About

The information on this page is current as of the time this individual was an on-campus member of the Kellogg community but is not necessarily up-to-date.

Sean McGraw  is Assistant Professor of Political Science at the University of Notre Dame. He worked with Fr. Tim Scully, CSC, in founding the Alliance for Catholic Education (ACE) teacher training program. Since then, ACE has grown from a small service organization to a large-scale contributor to Catholic education in the United States, training more than 1,200 teachers and 125 administrators.

His research focuses on the Irish political system, especially party competition and the changes in the political landscape at a time of unprecedented social and economic change.

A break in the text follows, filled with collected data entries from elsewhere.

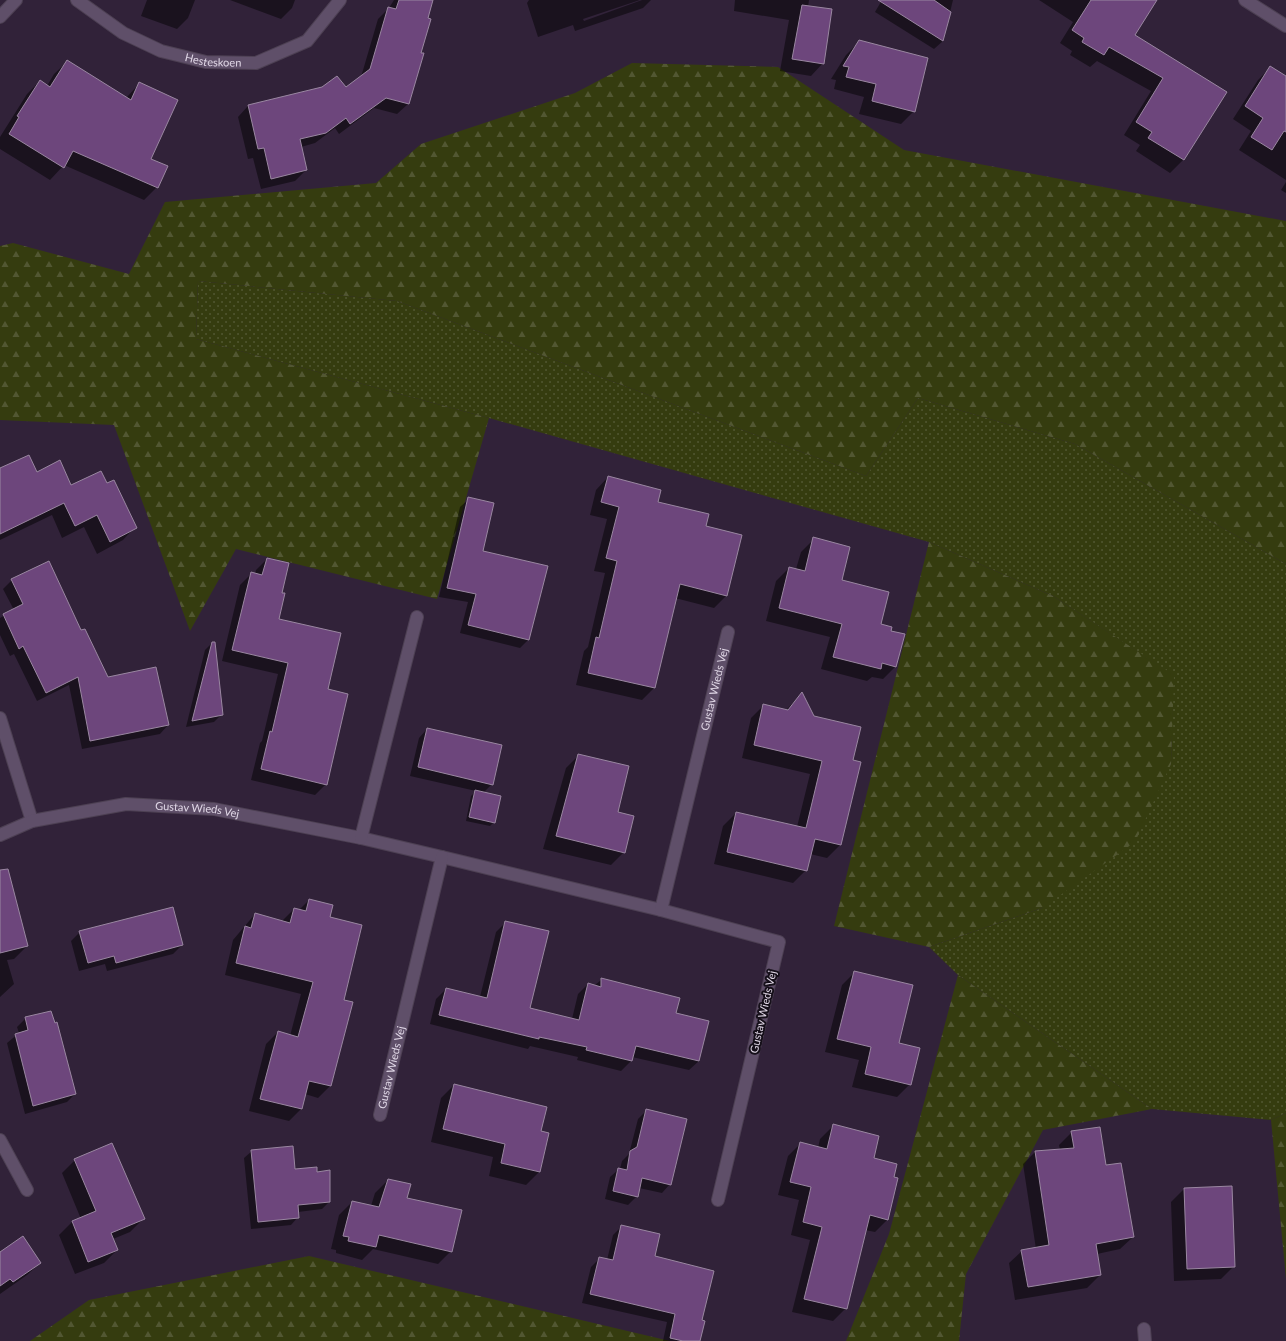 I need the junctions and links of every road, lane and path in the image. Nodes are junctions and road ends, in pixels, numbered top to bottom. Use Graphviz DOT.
graph roads {
  1 [pos="16,0"];
  2 [pos="77,0"];
  3 [pos="340,0"];
  4 [pos="1245,0"];
  5 [pos="0,16"];
  6 [pos="1286,26"];
  7 [pos="417,617"];
  8 [pos="728,632"];
  9 [pos="0,718"];
  10 [pos="32,822"];
  11 [pos="0,835"];
  12 [pos="361,838"];
  13 [pos="442,857"];
  14 [pos="661,910"];
  15 [pos="380,1115"];
  16 [pos="0,1140"];
  17 [pos="27,1190"];
  18 [pos="718,1200"];
  19 [pos="1144,1328"];
  20 [pos="1145,1341"];
  1 -- 5 [label="street"];
  2 -- 3 [label="street, Hesteskoen"];
  4 -- 6 [label="street"];
  7 -- 12 [label="street"];
  8 -- 14 [label="street, Gustav Wieds Vej"];
  9 -- 10 [label="street"];
  10 -- 11 [label="street, Gustav Wieds Vej"];
  10 -- 12 [label="street, Gustav Wieds Vej"];
  12 -- 13 [label="street, Gustav Wieds Vej"];
  13 -- 14 [label="street, Gustav Wieds Vej"];
  13 -- 15 [label="street, Gustav Wieds Vej"];
  14 -- 18 [label="street, Gustav Wieds Vej"];
  16 -- 17 [label="street"];
  19 -- 20 [label="street"];
} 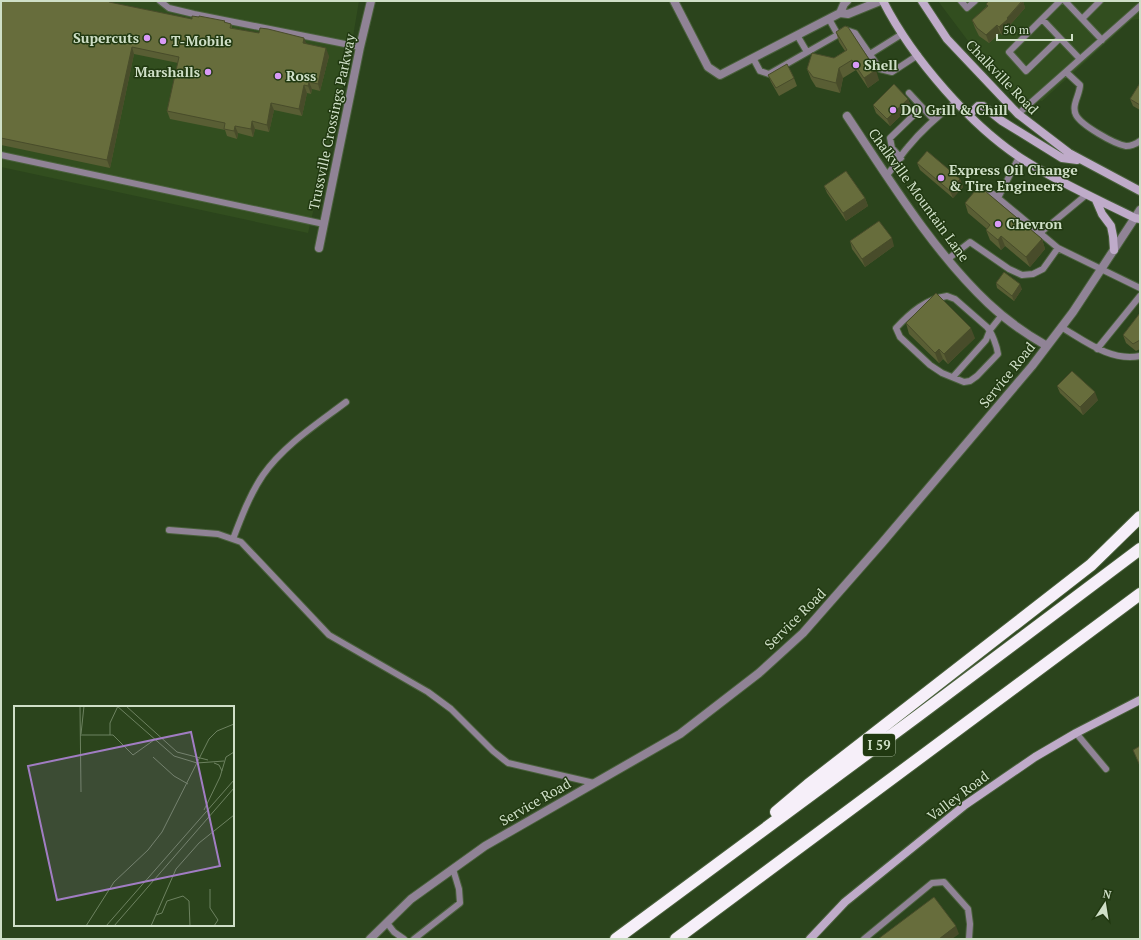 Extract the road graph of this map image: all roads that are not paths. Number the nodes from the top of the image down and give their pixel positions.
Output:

McGraw has recently finished his first book, How Parties Win: Shaping the Irish Political Arena (Michigan University Press, forthcoming 2014). How Parties Win takes advantage of the Irish case to help explain how major parties seek to preserve their long-term electoral predominance in the face of dramatic social and economic change by shaping the choices available to voters during elections. McGraw has projects related to two parliamentary surveys he personally conducted in Ireland within the last 4 years. One of his next projects is a comparative study of the role of religion in civic life in the United States, England, Northern Ireland and Ireland in collaboration with scholars from Notre Dame and Harvard. 

Thematic Interests

Comparative politics, party competition, electoral politics, civil society and social capital, and Catholic education

Current Research

Electoral strategies in modern Ireland; the relationship between civil society and social capital and the role of religion.